What you are asked to do:
Copy each line of the listing below where the word "that" turns up.

Study material:

== Segment start ==

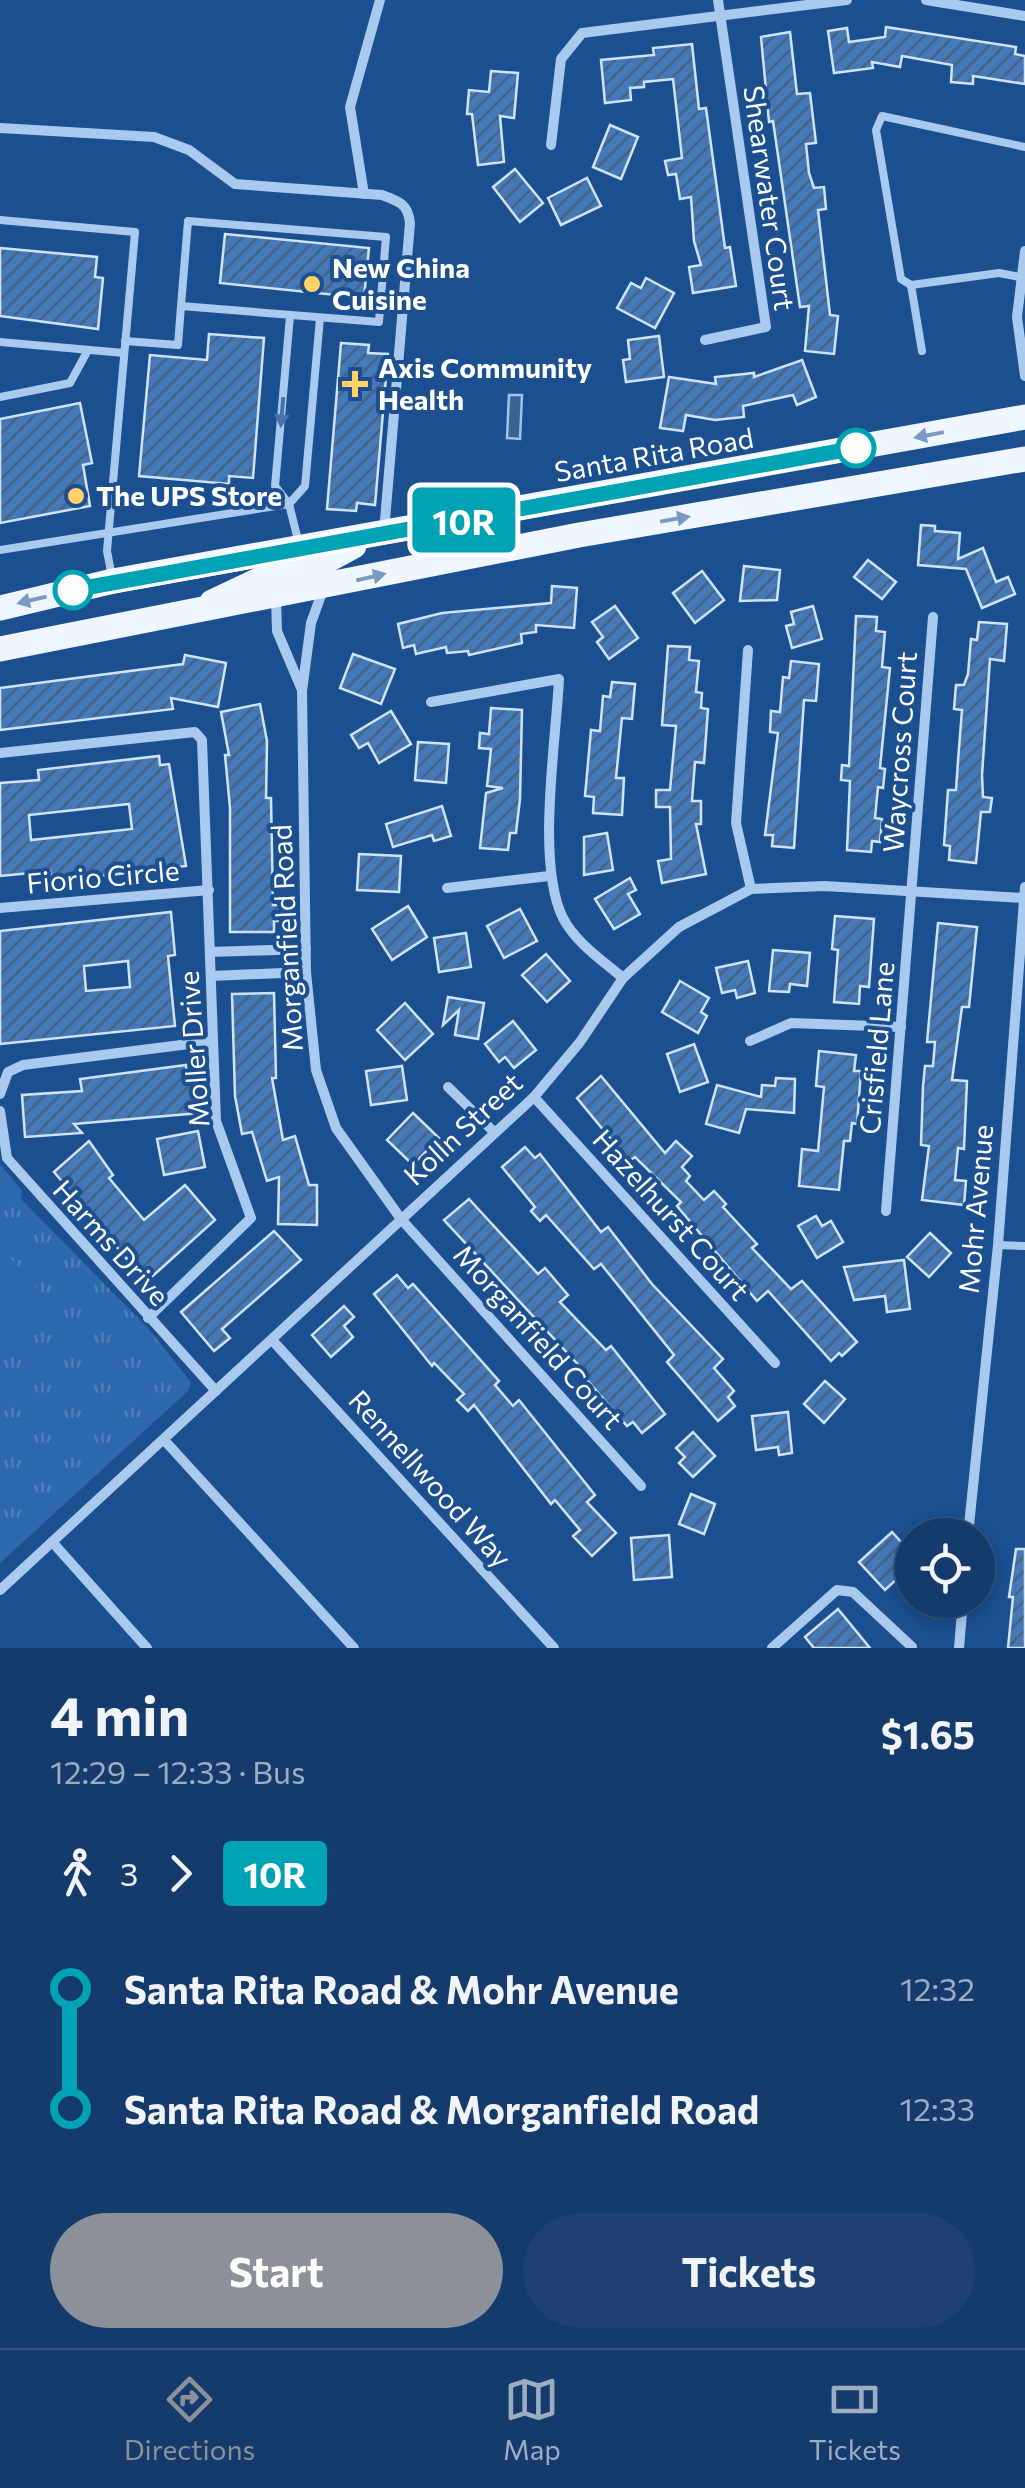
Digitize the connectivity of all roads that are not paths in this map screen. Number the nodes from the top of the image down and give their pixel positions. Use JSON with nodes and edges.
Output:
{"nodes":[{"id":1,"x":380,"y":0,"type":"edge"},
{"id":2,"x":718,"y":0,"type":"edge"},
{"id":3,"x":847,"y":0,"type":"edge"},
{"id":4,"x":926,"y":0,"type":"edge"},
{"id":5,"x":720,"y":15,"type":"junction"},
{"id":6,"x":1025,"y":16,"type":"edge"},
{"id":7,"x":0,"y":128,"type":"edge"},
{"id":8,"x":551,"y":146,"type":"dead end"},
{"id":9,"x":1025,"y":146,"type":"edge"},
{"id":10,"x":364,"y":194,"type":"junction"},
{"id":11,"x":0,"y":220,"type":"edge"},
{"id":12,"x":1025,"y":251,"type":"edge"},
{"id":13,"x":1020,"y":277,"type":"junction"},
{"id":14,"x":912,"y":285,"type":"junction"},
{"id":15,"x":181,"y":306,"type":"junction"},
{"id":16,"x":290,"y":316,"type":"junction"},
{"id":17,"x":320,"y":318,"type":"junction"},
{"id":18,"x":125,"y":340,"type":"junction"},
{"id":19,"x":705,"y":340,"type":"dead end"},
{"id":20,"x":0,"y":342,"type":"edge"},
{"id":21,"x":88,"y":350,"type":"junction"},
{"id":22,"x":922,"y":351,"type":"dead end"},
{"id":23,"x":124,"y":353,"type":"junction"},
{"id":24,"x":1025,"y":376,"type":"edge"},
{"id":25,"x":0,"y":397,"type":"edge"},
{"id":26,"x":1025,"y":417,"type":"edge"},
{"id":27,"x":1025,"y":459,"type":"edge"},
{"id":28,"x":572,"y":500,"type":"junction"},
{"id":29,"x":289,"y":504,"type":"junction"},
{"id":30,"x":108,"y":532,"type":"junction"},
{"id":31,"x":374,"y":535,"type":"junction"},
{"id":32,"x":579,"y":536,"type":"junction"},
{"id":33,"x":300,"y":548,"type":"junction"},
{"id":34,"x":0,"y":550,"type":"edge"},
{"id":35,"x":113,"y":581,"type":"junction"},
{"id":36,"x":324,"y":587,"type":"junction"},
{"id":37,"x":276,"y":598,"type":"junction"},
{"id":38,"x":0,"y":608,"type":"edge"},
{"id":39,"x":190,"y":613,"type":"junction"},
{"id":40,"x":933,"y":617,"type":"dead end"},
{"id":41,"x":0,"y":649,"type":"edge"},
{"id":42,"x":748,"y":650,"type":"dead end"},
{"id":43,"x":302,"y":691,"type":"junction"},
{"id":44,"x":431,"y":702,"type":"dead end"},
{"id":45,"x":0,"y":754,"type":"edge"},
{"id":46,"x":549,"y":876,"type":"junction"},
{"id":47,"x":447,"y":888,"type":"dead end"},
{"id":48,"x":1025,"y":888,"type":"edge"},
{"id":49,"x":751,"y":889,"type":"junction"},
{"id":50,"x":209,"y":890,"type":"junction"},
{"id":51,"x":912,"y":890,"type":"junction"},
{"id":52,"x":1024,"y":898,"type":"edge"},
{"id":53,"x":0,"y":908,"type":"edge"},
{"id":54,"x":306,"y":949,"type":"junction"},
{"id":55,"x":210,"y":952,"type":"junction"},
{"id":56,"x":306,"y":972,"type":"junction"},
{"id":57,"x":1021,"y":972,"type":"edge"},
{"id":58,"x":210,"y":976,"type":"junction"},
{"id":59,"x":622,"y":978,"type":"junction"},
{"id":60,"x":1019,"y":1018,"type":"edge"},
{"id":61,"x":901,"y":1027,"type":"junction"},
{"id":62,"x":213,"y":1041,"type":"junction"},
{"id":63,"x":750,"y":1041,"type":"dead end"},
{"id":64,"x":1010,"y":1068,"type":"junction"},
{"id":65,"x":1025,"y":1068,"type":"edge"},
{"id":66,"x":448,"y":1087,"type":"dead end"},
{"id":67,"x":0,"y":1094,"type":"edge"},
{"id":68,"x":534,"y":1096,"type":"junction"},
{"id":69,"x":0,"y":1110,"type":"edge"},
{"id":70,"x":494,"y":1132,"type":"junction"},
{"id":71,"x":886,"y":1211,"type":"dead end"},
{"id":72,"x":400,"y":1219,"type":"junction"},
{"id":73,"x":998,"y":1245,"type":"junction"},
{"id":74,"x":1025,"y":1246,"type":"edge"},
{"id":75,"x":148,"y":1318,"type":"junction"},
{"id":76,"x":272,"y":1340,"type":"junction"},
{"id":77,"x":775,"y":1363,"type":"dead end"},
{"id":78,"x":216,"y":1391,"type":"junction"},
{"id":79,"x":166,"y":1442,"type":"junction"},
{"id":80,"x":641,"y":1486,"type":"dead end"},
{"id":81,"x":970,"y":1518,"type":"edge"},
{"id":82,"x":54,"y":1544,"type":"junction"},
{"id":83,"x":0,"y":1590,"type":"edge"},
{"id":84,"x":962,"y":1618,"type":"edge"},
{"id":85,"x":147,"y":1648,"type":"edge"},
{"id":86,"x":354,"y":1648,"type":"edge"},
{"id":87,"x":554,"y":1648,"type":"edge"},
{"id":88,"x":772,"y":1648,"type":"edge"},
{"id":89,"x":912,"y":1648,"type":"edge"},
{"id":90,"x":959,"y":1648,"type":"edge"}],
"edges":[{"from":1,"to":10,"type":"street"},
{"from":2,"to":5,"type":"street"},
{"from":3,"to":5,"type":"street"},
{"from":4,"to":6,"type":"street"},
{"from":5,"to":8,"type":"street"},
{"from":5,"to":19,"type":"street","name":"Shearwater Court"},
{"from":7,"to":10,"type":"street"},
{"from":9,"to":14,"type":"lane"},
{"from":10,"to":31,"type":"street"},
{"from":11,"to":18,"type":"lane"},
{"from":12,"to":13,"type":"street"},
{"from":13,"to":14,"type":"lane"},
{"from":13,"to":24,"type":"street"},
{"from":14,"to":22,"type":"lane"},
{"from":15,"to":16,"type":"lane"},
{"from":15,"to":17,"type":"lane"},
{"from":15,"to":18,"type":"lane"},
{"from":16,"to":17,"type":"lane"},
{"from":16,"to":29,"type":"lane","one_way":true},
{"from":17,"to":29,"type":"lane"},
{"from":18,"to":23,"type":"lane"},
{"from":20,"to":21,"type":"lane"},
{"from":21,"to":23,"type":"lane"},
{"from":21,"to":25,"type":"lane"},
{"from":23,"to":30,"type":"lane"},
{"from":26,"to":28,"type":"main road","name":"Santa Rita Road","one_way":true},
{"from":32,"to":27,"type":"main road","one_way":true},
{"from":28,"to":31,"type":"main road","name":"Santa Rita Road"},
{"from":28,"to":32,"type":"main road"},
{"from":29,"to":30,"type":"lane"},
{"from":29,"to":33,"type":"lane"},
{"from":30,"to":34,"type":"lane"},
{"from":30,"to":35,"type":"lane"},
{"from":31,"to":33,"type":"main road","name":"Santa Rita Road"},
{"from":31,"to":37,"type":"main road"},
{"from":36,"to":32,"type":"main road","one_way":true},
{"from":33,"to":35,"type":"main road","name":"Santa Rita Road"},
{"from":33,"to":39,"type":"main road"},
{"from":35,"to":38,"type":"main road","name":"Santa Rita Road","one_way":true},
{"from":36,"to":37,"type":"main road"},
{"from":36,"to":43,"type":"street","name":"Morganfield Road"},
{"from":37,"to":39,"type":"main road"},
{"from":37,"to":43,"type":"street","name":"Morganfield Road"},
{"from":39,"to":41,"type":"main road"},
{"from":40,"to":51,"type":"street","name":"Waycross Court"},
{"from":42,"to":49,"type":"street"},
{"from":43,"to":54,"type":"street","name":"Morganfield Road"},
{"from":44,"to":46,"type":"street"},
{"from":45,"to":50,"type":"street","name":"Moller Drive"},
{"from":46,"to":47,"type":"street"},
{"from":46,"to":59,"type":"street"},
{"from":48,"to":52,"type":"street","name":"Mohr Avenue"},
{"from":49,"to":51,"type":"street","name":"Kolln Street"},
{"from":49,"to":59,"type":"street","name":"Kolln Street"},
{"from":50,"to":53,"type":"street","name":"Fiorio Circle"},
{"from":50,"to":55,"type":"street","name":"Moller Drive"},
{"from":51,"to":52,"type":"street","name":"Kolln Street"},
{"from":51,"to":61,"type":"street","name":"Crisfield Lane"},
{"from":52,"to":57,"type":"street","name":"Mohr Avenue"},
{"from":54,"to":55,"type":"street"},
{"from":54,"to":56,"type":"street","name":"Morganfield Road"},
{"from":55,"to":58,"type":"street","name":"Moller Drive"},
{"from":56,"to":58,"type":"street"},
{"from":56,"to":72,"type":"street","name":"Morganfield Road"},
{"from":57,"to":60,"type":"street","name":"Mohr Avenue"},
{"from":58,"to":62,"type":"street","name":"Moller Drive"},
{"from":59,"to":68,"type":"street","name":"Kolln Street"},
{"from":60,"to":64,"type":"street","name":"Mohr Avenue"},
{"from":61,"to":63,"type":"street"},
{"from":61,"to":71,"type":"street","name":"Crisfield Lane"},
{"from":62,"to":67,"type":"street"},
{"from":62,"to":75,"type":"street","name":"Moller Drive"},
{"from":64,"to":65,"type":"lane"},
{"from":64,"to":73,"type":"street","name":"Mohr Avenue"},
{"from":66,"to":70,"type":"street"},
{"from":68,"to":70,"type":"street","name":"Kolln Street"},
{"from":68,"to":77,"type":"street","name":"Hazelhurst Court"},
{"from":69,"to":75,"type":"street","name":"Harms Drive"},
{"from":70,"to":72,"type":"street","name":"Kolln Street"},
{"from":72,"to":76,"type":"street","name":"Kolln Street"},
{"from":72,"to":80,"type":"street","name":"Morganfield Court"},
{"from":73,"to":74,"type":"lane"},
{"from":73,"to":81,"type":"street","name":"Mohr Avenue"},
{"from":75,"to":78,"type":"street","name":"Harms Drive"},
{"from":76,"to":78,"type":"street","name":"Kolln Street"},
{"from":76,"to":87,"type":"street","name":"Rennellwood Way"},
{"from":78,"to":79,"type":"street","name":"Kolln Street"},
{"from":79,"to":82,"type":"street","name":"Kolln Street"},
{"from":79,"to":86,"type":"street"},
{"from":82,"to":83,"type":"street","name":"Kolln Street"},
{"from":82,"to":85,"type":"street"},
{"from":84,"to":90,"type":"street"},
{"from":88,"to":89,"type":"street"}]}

== Segment end ==
== Segment start ==

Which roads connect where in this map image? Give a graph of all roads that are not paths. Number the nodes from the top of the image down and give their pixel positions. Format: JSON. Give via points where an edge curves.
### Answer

== Segment end ==

Task output:
Digitize the connectivity of all roads that are not paths in this map screen. Number the nodes from the top of the image down and give their pixel positions. Use JSON with nodes and edges.
Which roads connect where in this map image? Give a graph of all roads that are not paths. Number the nodes from the top of the image down and give their pixel positions. Format: JSON. Give via points where an edge curves.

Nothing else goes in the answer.